Fitur-fitur Java yang menarik
- Applet
Program Java yang dapat berjalan di atas browser, yang dapat membuat halaman HTML lebih interaktif.
- Java Networking
Sekumpulan API yang menyediakan fungsi untuk aplikasi-aplikasi jaringan,
seperti penyediaan akses untuk TCP, UDP, IP Address dan URL. Tetapi
Java Networking tidak menyediakan akses untuk ICMP dikarenakan alas an
sekuriti dan pada kondisi umum hanya administrator (root) yang bisa
memanfaatkan Protokol ICMP.
- Java Database Connectivity(JDBC)
Menyediakan sekumpulan API yang dapat digunakan untuk mengakses database seperti Oracle,MySQL,PostgreSQL,Microsoft SQL Server.
- Java Security
Java Security menyediakan sekumpulan API untuk mengatur security dari
aplikasi Java baik secara High Level datau Low Level, seperti
public/private key menegement dan certificates.
- Java Swing
Menyediakan sekumpulan API untuk membangun aplikasi-aplikasi GUI dan model GUI yang diinginkan bisa bermacam-macam.
- Java RMI
Java RMI menyediakan sekumpulan API untuk membangun aplikasi-aplikasi
Java yang mirip dengan model RPC (remote Procedure Call), jadi
objek-objek Java bisa di call secara remote di Jaringan Komputer.
- Java 2D/3D
Merupakan sekumpulan API untuk membangun grafik-grafik 2D/3D yang menarik dan juga akses ke printer.
- Java Server Pages (JSP)
Berkembang dari Java Servlet yang digunakan untuk menggantikan aplikasi-aplikasi CGI. JSP yang mirip ASP dan PHP merupakan alternatif terbaik untuk solusi aplikasi internet.

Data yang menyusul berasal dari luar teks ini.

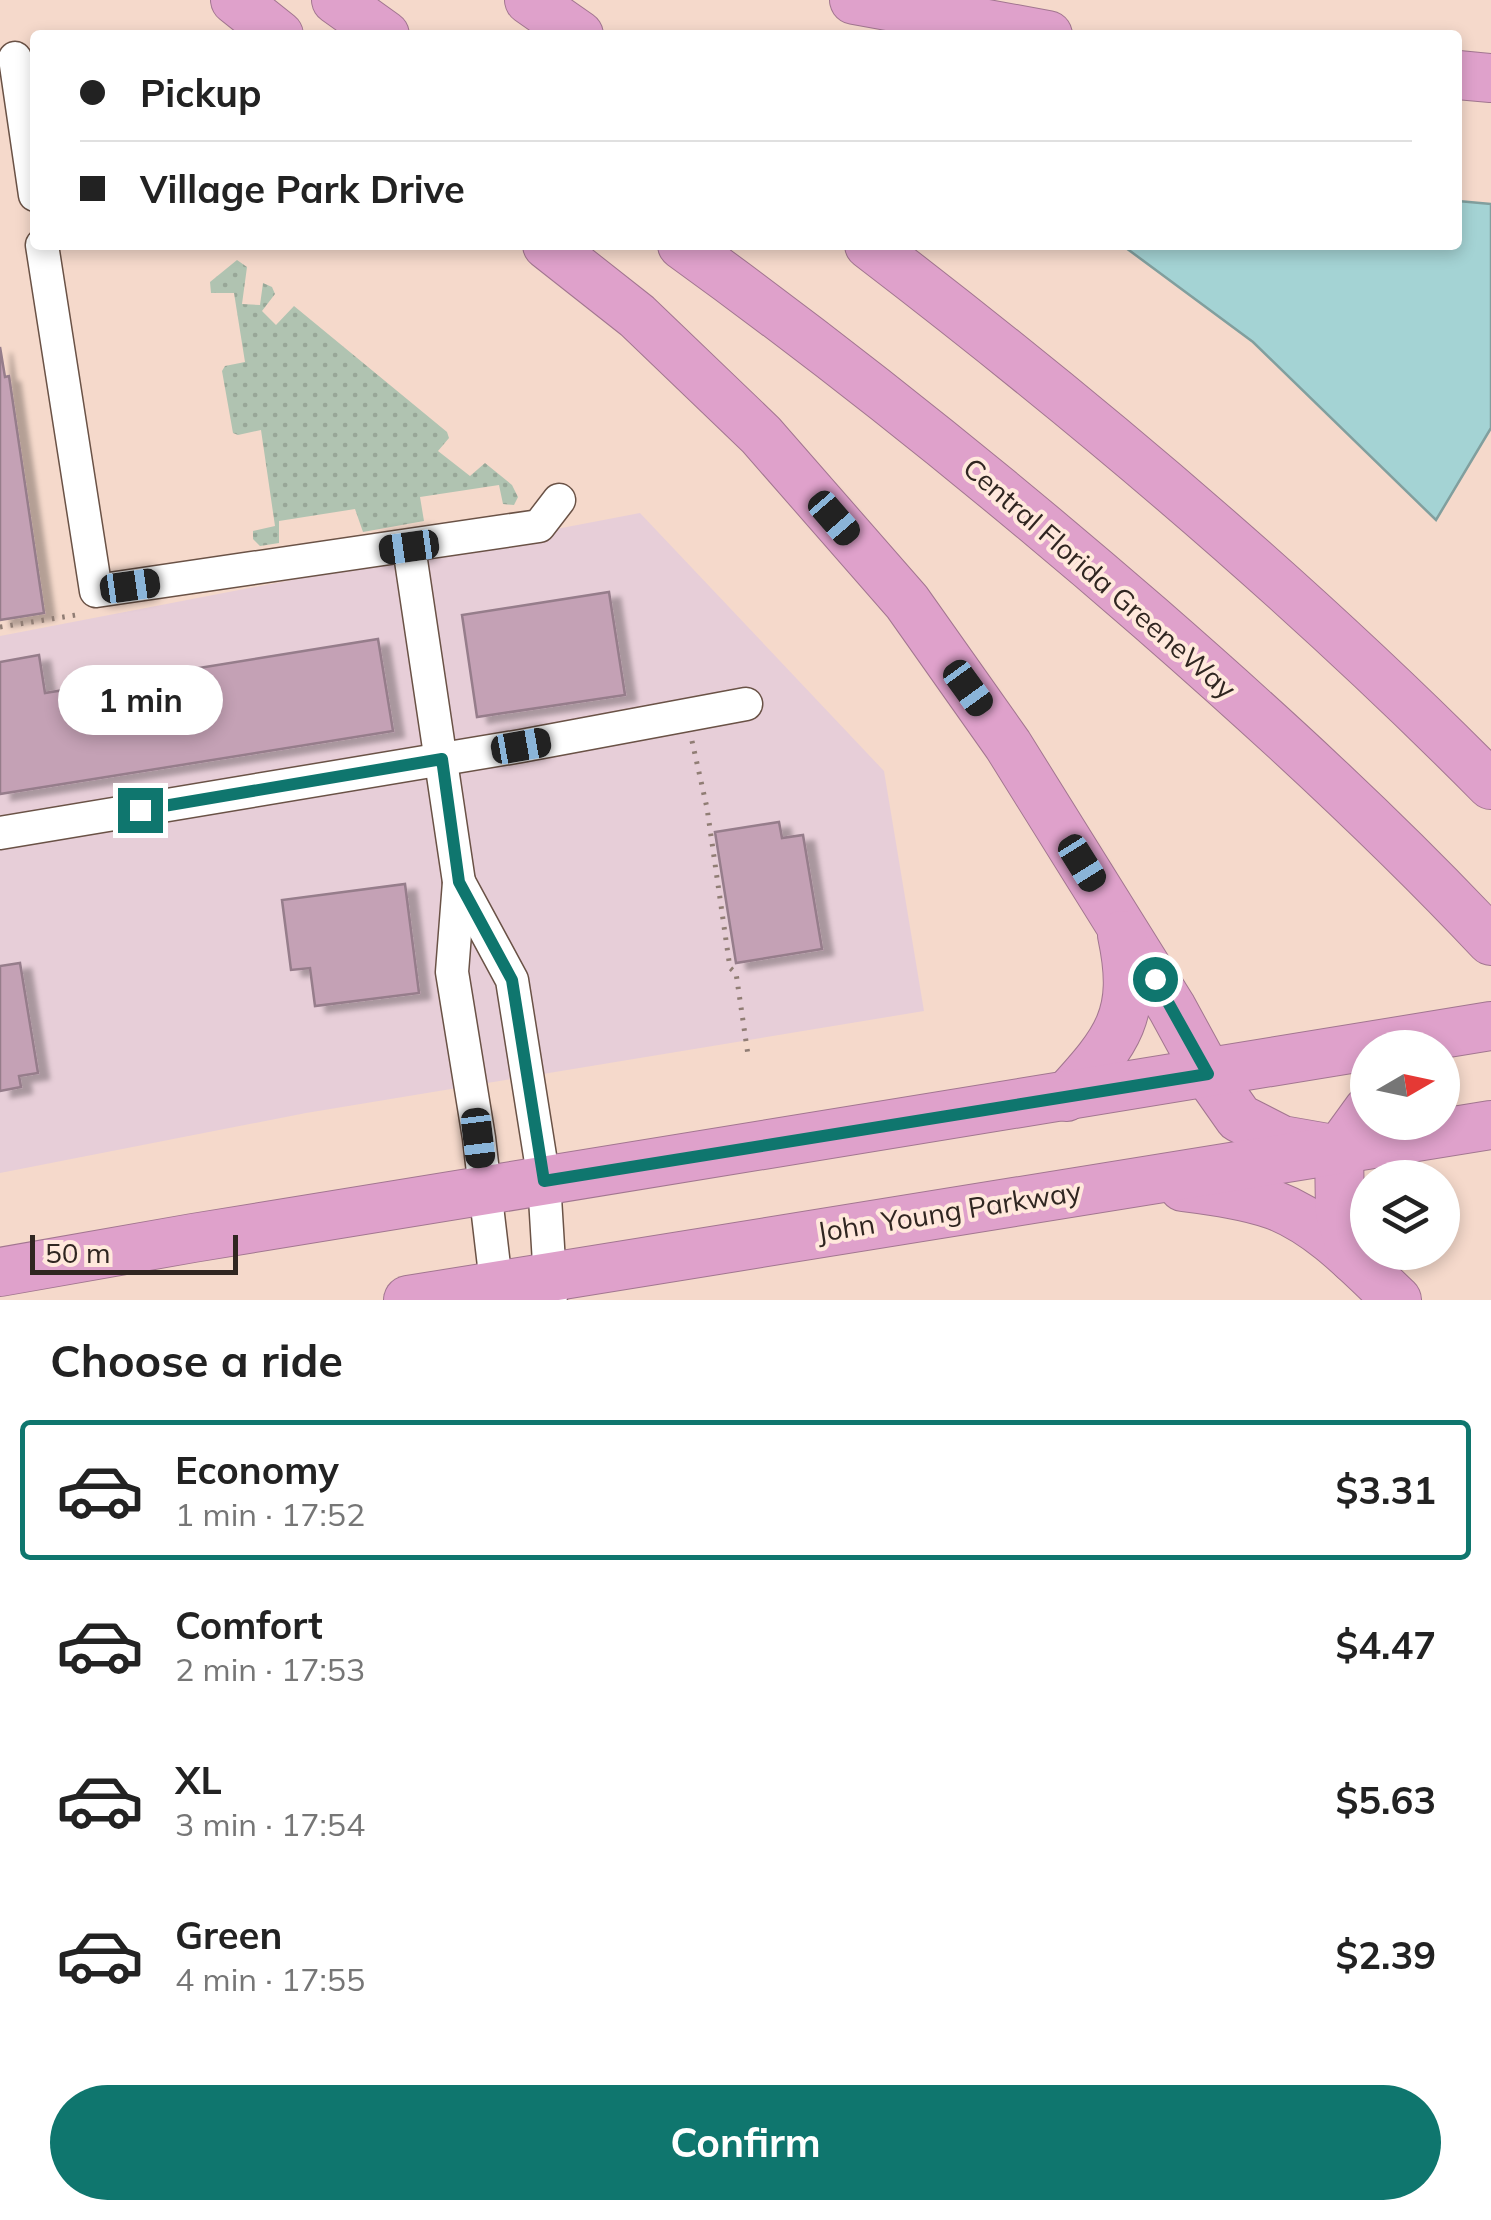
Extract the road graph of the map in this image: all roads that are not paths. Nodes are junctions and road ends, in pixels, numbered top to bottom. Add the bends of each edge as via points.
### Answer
1 (235, 0) edge
2 (336, 0) edge
3 (529, 0) edge
4 (854, 0) edge
5 (274, 30) edge
6 (378, 30) edge
7 (571, 30) edge
8 (1020, 30) edge
9 (17, 60) edge
10 (1462, 75) edge
11 (1491, 78) edge
12 (30, 158) edge
13 (43, 250) edge
14 (552, 250) edge
15 (689, 250) edge
16 (875, 250) edge
17 (560, 500) dead end
18 (409, 547) junction
19 (746, 704) dead end
20 (442, 759) junction
21 (1491, 785) edge
22 (0, 833) edge
23 (459, 882) junction
24 (1120, 922) junction
25 (1491, 941) edge
26 (1491, 1026) edge
27 (1491, 1056) edge
28 (1460, 1061) edge
29 (1208, 1074) junction
30 (1066, 1096) junction
31 (1491, 1125) edge
32 (1350, 1134) edge
33 (1338, 1150) junction
34 (544, 1181) junction
35 (1140, 1181) junction
36 (484, 1190) junction
37 (1350, 1246) edge
38 (1350, 1256) edge
39 (1366, 1270) edge
40 (0, 1272) edge
41 (550, 1288) edge
42 (497, 1293) edge
43 (408, 1300) edge
44 (1397, 1300) edge

1 - 5 highway
2 - 6 highway
3 - 7 highway
4 - 8 highway
9 - 12 street
10 - 11 highway
13 - 18 street via 96,591
14 - 24 highway via 637,316 760,435 907,602
15 - 25 highway, Central Florida GreeneWay via 880,393 1109,582 1333,782
16 - 21 highway via 1180,497 1408,701
17 - 18 street via 539,526
18 - 20 street
19 - 20 street
20 - 22 street
20 - 23 street
23 - 34 street via 512,980
23 - 36 street via 452,972
24 - 29 highway
24 - 30 highway via 1130,969 1128,1002 1118,1034
26 - 29 highway
27 - 28 highway
29 - 30 highway
29 - 33 highway via 1239,1118 1282,1140
30 - 34 highway
31 - 33 highway, John Young Parkway
32 - 33 highway
33 - 35 highway, John Young Parkway
33 - 37 highway via 1340,1213
34 - 36 highway
34 - 41 street
35 - 38 highway via 1276,1206
35 - 41 highway, John Young Parkway
36 - 40 highway
36 - 42 street
39 - 44 highway
41 - 42 highway, John Young Parkway
42 - 43 highway, John Young Parkway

- JNI (Java Native Interface)
Merupakan sekumpulan API yang digunakan untuk mengakses fungsi-fungsi
pada library (*.dll atau *.so) yang dibuat dengan bahasa pemrograman
yang lain seperti C, C++, dan Basic.
- Java Sound
Menyediakan kumpulan API untuk manipulasi Sound.
- Java IDL + CORBA
Menyediakan dukungan Java untuk implementasi CORBA (Common Object
Request Broker) yang merupakan model distributed-Object untuk solusi
aplikasi besar di dunia Networking.
- Java Card
Java Card utamanya dipakai untuk aplikasi-aplikasi pada smart card, yang sederhana wujudnya seperti SIM Card pada Handphone.
- JTAPI (Java Telephony API)
Sekumpulan API untuk memanfaatkan devices-devices telephony, sehingga
cocok untuk aplikasi-aplikasi CTI (Computer Telephony Integration) yang
dibutuhkan seperti ACD (Automatic Call Distribution) PCPBX dan lainnya.